TABLE 12.1: The NHANES age distribution, displayed as a table
Age group	Number	Percentage
0-9	1391	14.4
10-19	1374	14.2
20-29	1356	14
30-39	1338	13.8
40-49	1398	14.5
50-59	1304	13.5
60+	1506	15.6

References

Andersen EB. Multiplicative Poisson models with unequal cell rates. Scandinavian Journal of Statistics. 1977;4:153–8.

Center for Disease Control and Prevention (CDC). National Center for Health Statistics. National Health and Nutrition Examination Survey Data. Hyattsville, MD: U.S. Department of Health; Human Services, Centers for Disease Control; Prevention; 1988--1994.

Chapman CA. Association patterns of spider monkeys: The influence of ecology and sex on social organisation. Behavioral Ecology and Sociobiology. 1990;26:409–14.

Friel SN, Curcio FR, Bright GW. Making sense of graphs: Critical factors influencing comprehension and instructional implications. Journal for Research in Mathematical Education. 2001;124–58.

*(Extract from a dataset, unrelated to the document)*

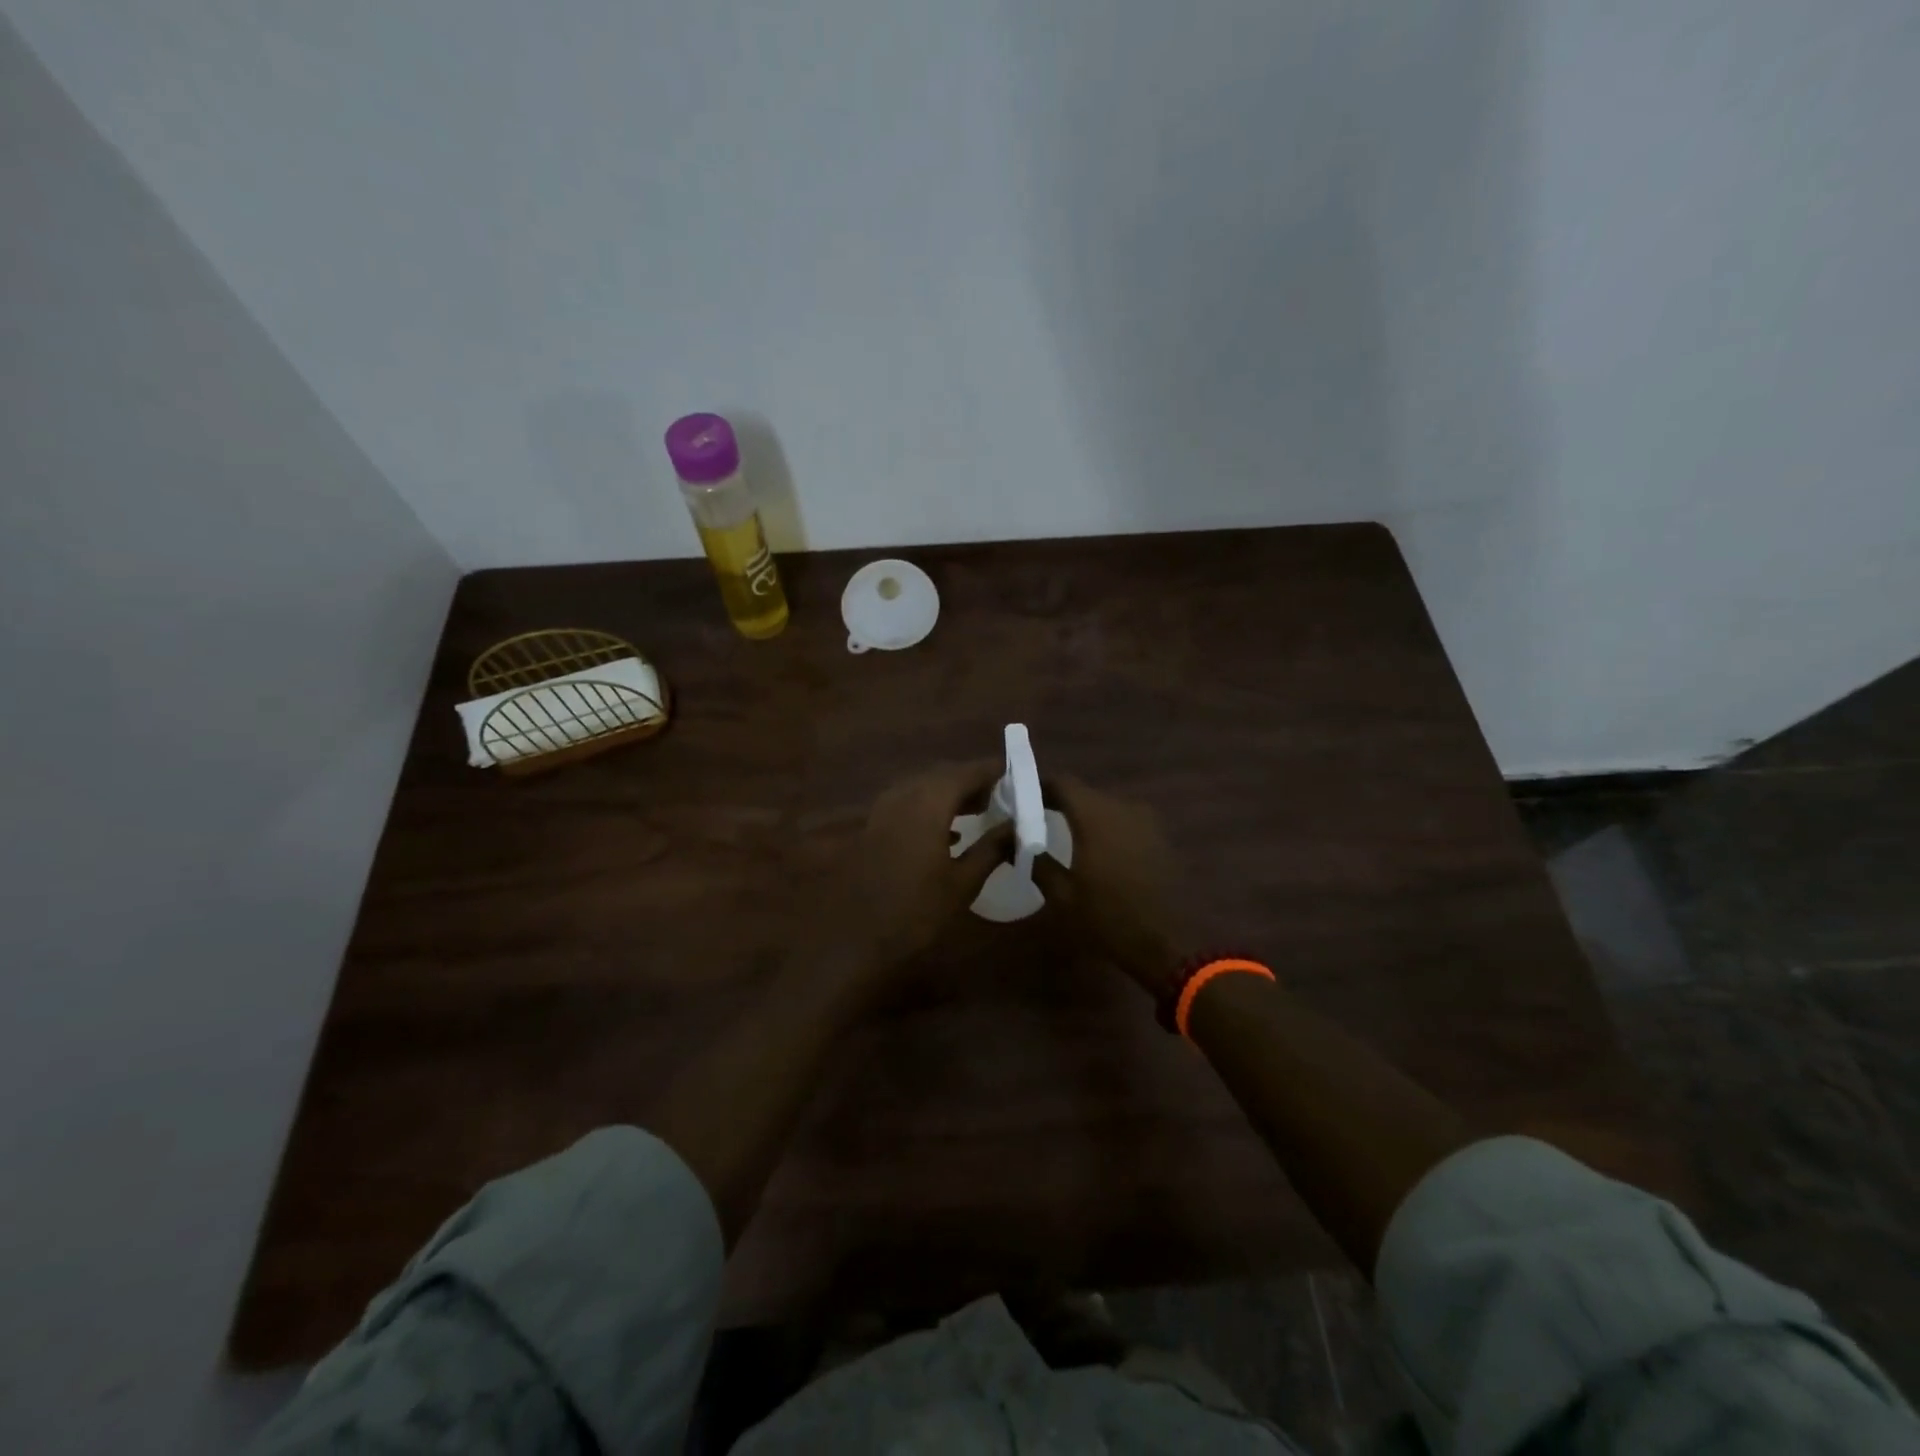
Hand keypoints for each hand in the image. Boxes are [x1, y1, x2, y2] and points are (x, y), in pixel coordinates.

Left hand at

Ocepek J, Roberts AEK, Vidmar G. Evaluation of treatment in the smart home IRIS in terms of functional independence and occupational performance and satisfaction. Computational and Mathematical Methods in Medicine. 2013;2013:1–0.

Siegrist M. The use or misuse of three-dimensional graphs to represent lower-dimensional data. Behaviour & Information Technology. Taylor & Francis; 1996;15(2):96–100.